Supreme Court makes it easier to claim ‘reverse discrimination’ in employment, in a case from Ohio

Supreme Court sides with Jan. 6 Capitol rioters in obstruction case.

WASHINGTON (AP) — A unanimous Supreme Court made it easier Thursday to bring lawsuits over so-called reverse discrimination, siding with an Ohio woman who claims she didn’t get a job and then was demoted because she is straight.

The justices’ decision affects lawsuits in 20 states and the District of Columbia where, until now, courts had set a higher bar when members of a majority group, including those who are white and heterosexual, sue for discrimination under federal law.

Justice Ketanji Brown Jackson wrote for the court that federal civil rights law draws no distinction between members of majority and minority groups.

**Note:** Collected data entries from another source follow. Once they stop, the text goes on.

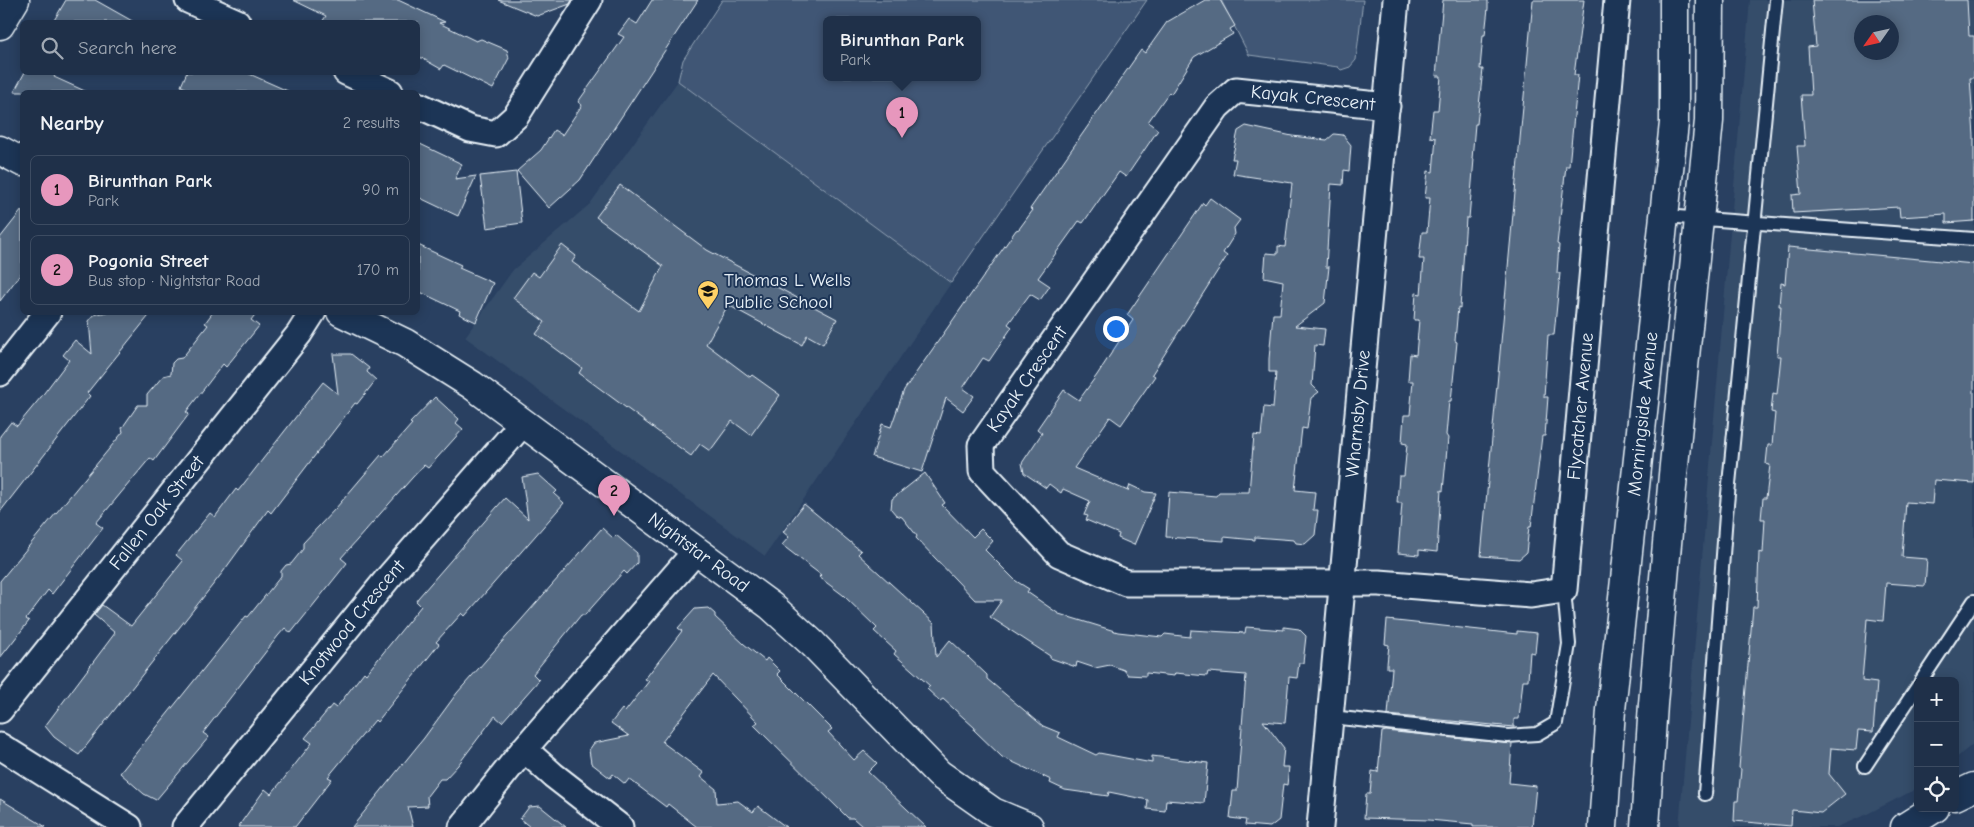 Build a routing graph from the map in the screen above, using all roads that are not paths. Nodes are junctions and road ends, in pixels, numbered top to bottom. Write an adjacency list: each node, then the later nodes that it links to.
1 (15, 0): 10 (main road)
2 (188, 0): 9 (street)
3 (589, 0): 13 (street)
4 (1396, 0): 14 (street, Wharnsby Drive)
5 (1617, 0): 30 (street, Flycatcher Avenue)
6 (1674, 0): 17 (main road, Morningside Avenue)
7 (1710, 0): 18 (main road, Morningside Avenue)
8 (1776, 0): 19 (lane)
9 (233, 20)
10 (0, 24)
11 (353, 75): 12 (street)
12 (386, 90)
13 (420, 106)
14 (1387, 106): 29 (street, Wharnsby Drive); 29 (street, Kayak Crescent)
15 (0, 150): 16 (main road)
16 (20, 161)
17 (1664, 216): 18 (lane); 26 (main road, Morningside Avenue)
18 (1700, 220): 19 (lane); 27 (main road, Morningside Avenue)
19 (1755, 222): 20 (lane); 40 (lane)
20 (1974, 239)
21 (46, 315): 24 (street)
22 (311, 315): 34 (street, Fallen Oak Street)
23 (347, 315): 25 (main road, Nightstar Road)
24 (0, 373)
25 (523, 423): 28 (main road, Nightstar Road); 44 (street, Knotwood Crescent)
26 (1638, 472): 27 (main road); 49 (main road, Morningside Avenue)
27 (1673, 476): 50 (main road, Morningside Avenue)
28 (696, 550): 37 (street); 47 (main road, Nightstar Road)
29 (1342, 584): 30 (street); 35 (street, Wharnsby Drive)
30 (1564, 590): 35 (lane)
31 (1974, 601): 32 (lane)
32 (1924, 677)
33 (1914, 692): 38 (lane)
34 (0, 710)
35 (1332, 718): 48 (street, Wharnsby Drive)
36 (0, 746): 43 (street)
37 (524, 749): 45 (street); 46 (street)
38 (1865, 766)
39 (1974, 787): 41 (main road)
40 (1706, 794)
41 (1959, 794)
42 (1929, 812): 51 (main road)
43 (130, 827)
44 (185, 827)
45 (462, 827)
46 (620, 827)
47 (1028, 827)
48 (1320, 827)
49 (1603, 827)
50 (1645, 827)
51 (1905, 827)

“By establishing the same protections for every ‘individual’ — without regard to that individual’s membership in a minority or majority group — Congress left no room for courts to impose special requirements on majority-group plaintiffs alone,” Jackson wrote.

The court ruled in an appeal from Marlean Ames, who has worked for the Ohio Department of Youth Services for more than 20 years.

Though he joined Jackson’s opinion, Justice Clarence Thomas noted in a separate opinion that some of the country’s “largest and most prestigious employers have overtly discriminated against those they deem members of so-called majority groups.”